Voir également: Analyzing Testimony

Dans sa décision visant à évaluer la crédibilité d’un plaignant, le juge doit considérer la preuve dans son contexte global et aborder toute contradiction interne. Il ne peut ignorer les éléments de preuve qui vont à l’encontre de la conclusion.[1]

Le fait que le plaignant « poursuive une plainte » ne peut être utilisé pour étayer la crédibilité sans avoir pour effet d’inverser le fardeau de la preuve.[2]

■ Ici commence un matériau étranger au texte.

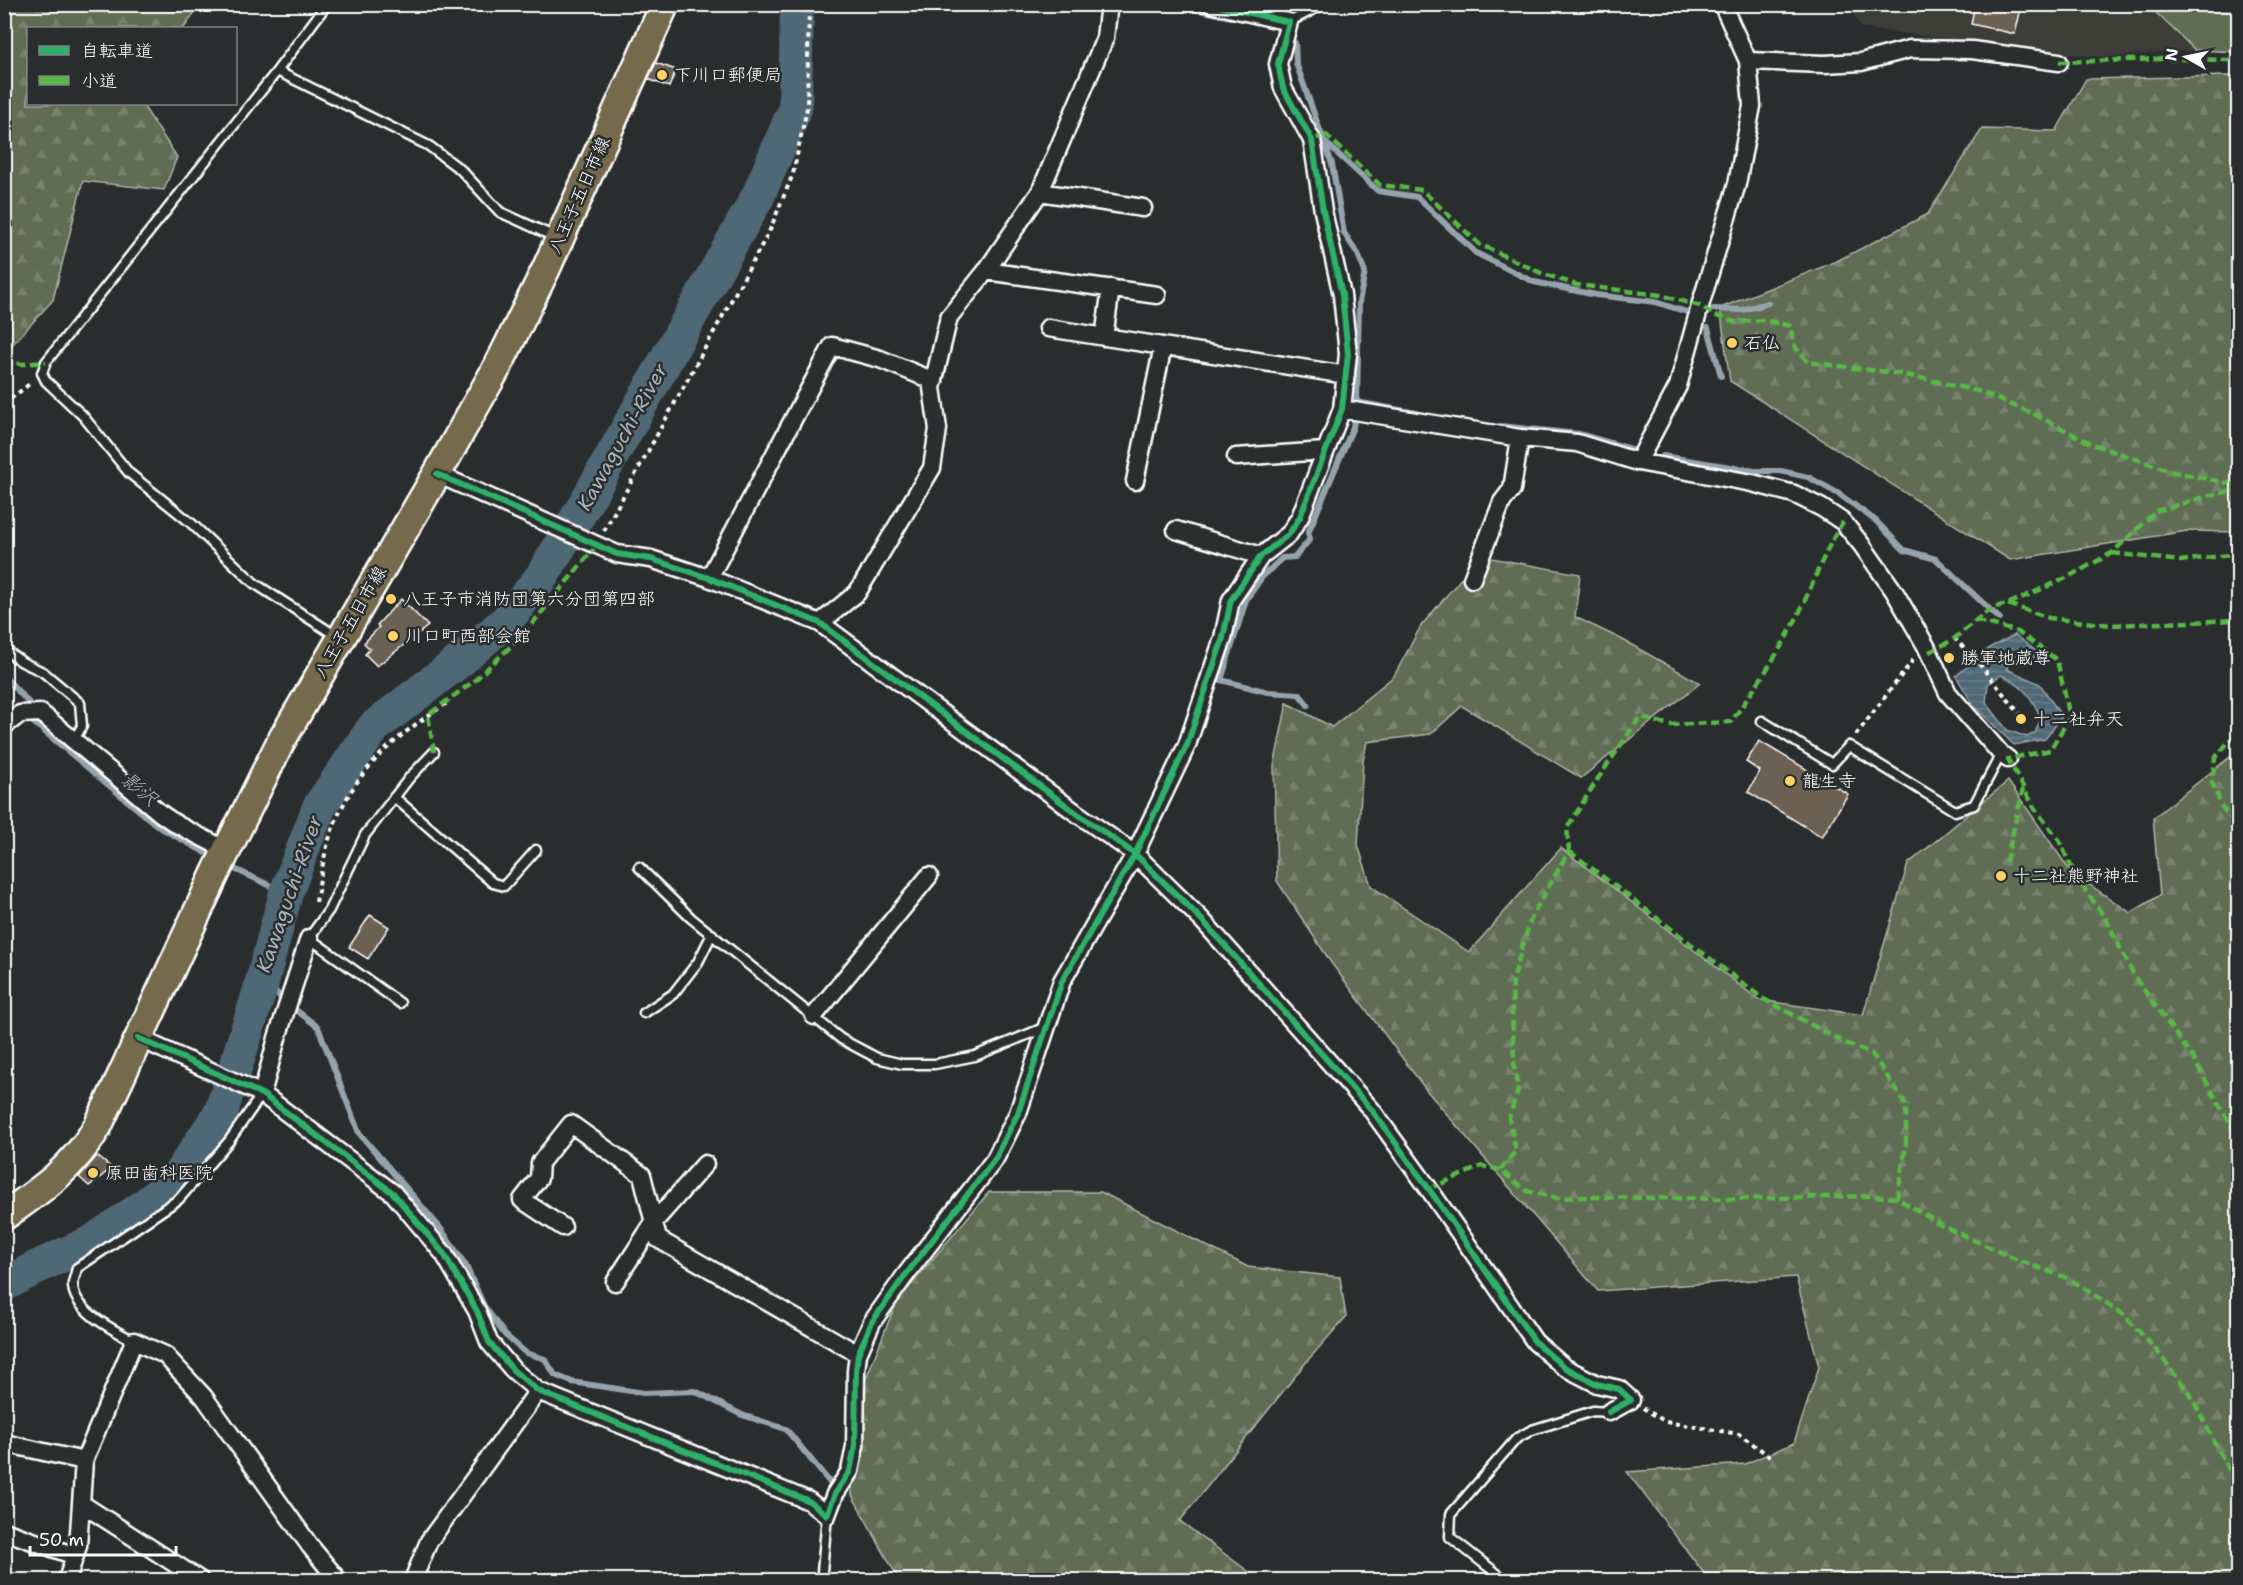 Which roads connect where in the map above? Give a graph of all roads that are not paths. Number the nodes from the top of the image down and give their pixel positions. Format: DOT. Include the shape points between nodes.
graph roads {
  1 [pos="327,4"];
  2 [pos="665,4"];
  3 [pos="1109,4"];
  4 [pos="1211,4"];
  5 [pos="1324,4"];
  6 [pos="1722,4"];
  7 [pos="1289,22"];
  8 [pos="1748,61"];
  9 [pos="2059,62"];
  10 [pos="277,70"];
  11 [pos="1040,192"];
  12 [pos="1143,208"];
  13 [pos="559,239"];
  14 [pos="986,271"];
  15 [pos="1111,288"];
  16 [pos="1157,295"];
  17 [pos="1048,328"];
  18 [pos="1104,337"];
  19 [pos="1163,346"];
  20 [pos="1346,375"];
  21 [pos="933,381"];
  22 [pos="1342,410"];
  23 [pos="1520,438"];
  24 [pos="1325,451"];
  25 [pos="1236,457"];
  26 [pos="1638,462"];
  27 [pos="437,474"];
  28 [pos="1136,481"];
  29 [pos="1176,530"];
  30 [pos="1260,556"];
  31 [pos="709,578"];
  32 [pos="1472,579"];
  33 [pos="820,623"];
  34 [pos="340,638"];
  35 [pos="4,649"];
  36 [pos="1761,721"];
  37 [pos="4,726"];
  38 [pos="74,740"];
  39 [pos="434,752"];
  40 [pos="2005,757"];
  41 [pos="394,797"];
  42 [pos="536,850"];
  43 [pos="1135,854"];
  44 [pos="221,860"];
  45 [pos="639,867"];
  46 [pos="929,876"];
  47 [pos="712,934"];
  48 [pos="309,938"];
  49 [pos="400,1003"];
  50 [pos="644,1013"];
  51 [pos="814,1016"];
  52 [pos="1046,1027"];
  53 [pos="138,1038"];
  54 [pos="257,1091"];
  55 [pos="705,1164"];
  56 [pos="4,1216"];
  57 [pos="654,1222"];
  58 [pos="562,1227"];
  59 [pos="615,1282"];
  60 [pos="134,1341"];
  61 [pos="858,1354"];
  62 [pos="538,1390"];
  63 [pos="1609,1412"];
  64 [pos="4,1443"];
  65 [pos="84,1461"];
  66 [pos="82,1504"];
  67 [pos="826,1515"];
  68 [pos="4,1531"];
  69 [pos="75,1556"];
  70 [pos="67,1581"];
  71 [pos="200,1581"];
  72 [pos="338,1581"];
  73 [pos="413,1581"];
  74 [pos="825,1581"];
  75 [pos="1505,1581"];
  1 -- 10 [label="lane"];
  2 -- 13 [label="main road, 八王子五日市線"];
  3 -- 11 [label="street" via="1105,38"];
  4 -- 7 [label="street"];
  5 -- 7 [label="lane"];
  6 -- 8 [label="street"];
  7 -- 20 [label="street" via="1278,64 1283,88 1312,140 1342,295 1348,354"];
  8 -- 9 [label="street" via="1861,62 1910,49 1972,50"];
  8 -- 26 [label="street" via="1752,106 1737,184 1678,386"];
  10 -- 13 [label="lane" via="429,146 461,170 500,212"];
  10 -- 34 [label="lane" via="46,362 42,373 129,473 254,583"];
  11 -- 12 [label="street"];
  11 -- 14 [label="street"];
  13 -- 27 [label="main road, 八王子五日市線" via="499,364"];
  14 -- 15 [label="street"];
  14 -- 21 [label="street" via="949,317"];
  15 -- 16 [label="street"];
  15 -- 18 [label="street"];
  17 -- 18 [label="street"];
  18 -- 19 [label="street"];
  19 -- 20 [label="street"];
  19 -- 28 [label="street"];
  20 -- 22 [label="street"];
  21 -- 31 [label="street" via="880,359 832,346"];
  21 -- 33 [label="street" via="938,429 932,468 857,593"];
  22 -- 23 [label="street"];
  22 -- 24 [label="street"];
  23 -- 26 [label="street" via="1577,443"];
  23 -- 32 [label="street" via="1512,489 1502,502"];
  24 -- 25 [label="street"];
  24 -- 30 [label="street" via="1300,518 1289,534"];
  26 -- 40 [label="street" via="1794,494 1843,522 1894,591 1948,693"];
  27 -- 31 [label="street" via="617,554"];
  27 -- 34 [label="main road, 八王子五日市線"];
  29 -- 30 [label="street"];
  30 -- 43 [label="street" via="1231,600 1223,638 1187,745"];
  31 -- 33 [label="street"];
  33 -- 43 [label="street"];
  34 -- 44 [label="main road, 八王子五日市線" via="280,743"];
  35 -- 38 [label="lane" via="43,672 81,703 82,726"];
  36 -- 40 [label="lane" via="1832,764 1849,746 1955,811 1974,805"];
  37 -- 38 [label="street" via="20,714 42,713"];
  38 -- 44 [label="street"];
  39 -- 41 [label="lane"];
  41 -- 42 [label="lane" via="493,883 504,886"];
  41 -- 48 [label="lane" via="364,835 329,910"];
  43 -- 52 [label="street" via="1062,981"];
  43 -- 63 [label="street" via="1202,920 1371,1109 1535,1342 1564,1366 1598,1384 1619,1389 1631,1400"];
  44 -- 53 [label="main road, 八王子五日市線"];
  45 -- 47 [label="lane"];
  46 -- 51 [label="street"];
  47 -- 50 [label="lane" via="698,962 672,994"];
  47 -- 51 [label="lane"];
  48 -- 49 [label="lane"];
  48 -- 54 [label="street"];
  51 -- 52 [label="lane" via="877,1058 902,1064 935,1064 975,1056"];
  52 -- 61 [label="street" via="1018,1113 995,1159 872,1322"];
  53 -- 54 [label="street"];
  53 -- 56 [label="main road, 八王子五日市線" via="117,1089 84,1148 57,1177"];
  54 -- 60 [label="lane" via="229,1141 179,1199 77,1268 73,1284 77,1299 91,1315"];
  54 -- 62 [label="street" via="393,1193 444,1254 477,1311 489,1342 513,1370"];
  55 -- 57 [label="street"];
  57 -- 58 [label="street" via="642,1175 572,1124 540,1163 539,1178 522,1200"];
  57 -- 59 [label="street"];
  57 -- 61 [label="street" via="658,1239"];
  60 -- 65 [label="street"];
  60 -- 72 [label="street" via="165,1355 204,1397"];
  61 -- 67 [label="street" via="855,1446 850,1471"];
  62 -- 67 [label="street" via="809,1501"];
  62 -- 73 [label="street" via="429,1541"];
  63 -- 75 [label="lane" via="1593,1411 1517,1438 1451,1514 1450,1537"];
  64 -- 65 [label="street"];
  65 -- 66 [label="street"];
  66 -- 69 [label="street"];
  66 -- 71 [label="street"];
  67 -- 74 [label="lane" via="822,1572"];
  68 -- 69 [label="street"];
  69 -- 70 [label="street"];
}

La preuve de la relation globale avec un partenaire domestique peut être établie « pour établir la nature véritable et complète de la relation du couple dans la mesure où elle est raisonnablement capable d'établir le récit contextuel au cours duquel les événements ou les faits qui auraient eu lieu se sont produits » ou lorsqu'elle peut établir le mobile ou l'animosité de l'accusé ou lorsqu'elle est pertinente pour expliquer l'omission de signaler. Le juge doit peser la valeur probante par rapport à l'effet préjudiciable.[3]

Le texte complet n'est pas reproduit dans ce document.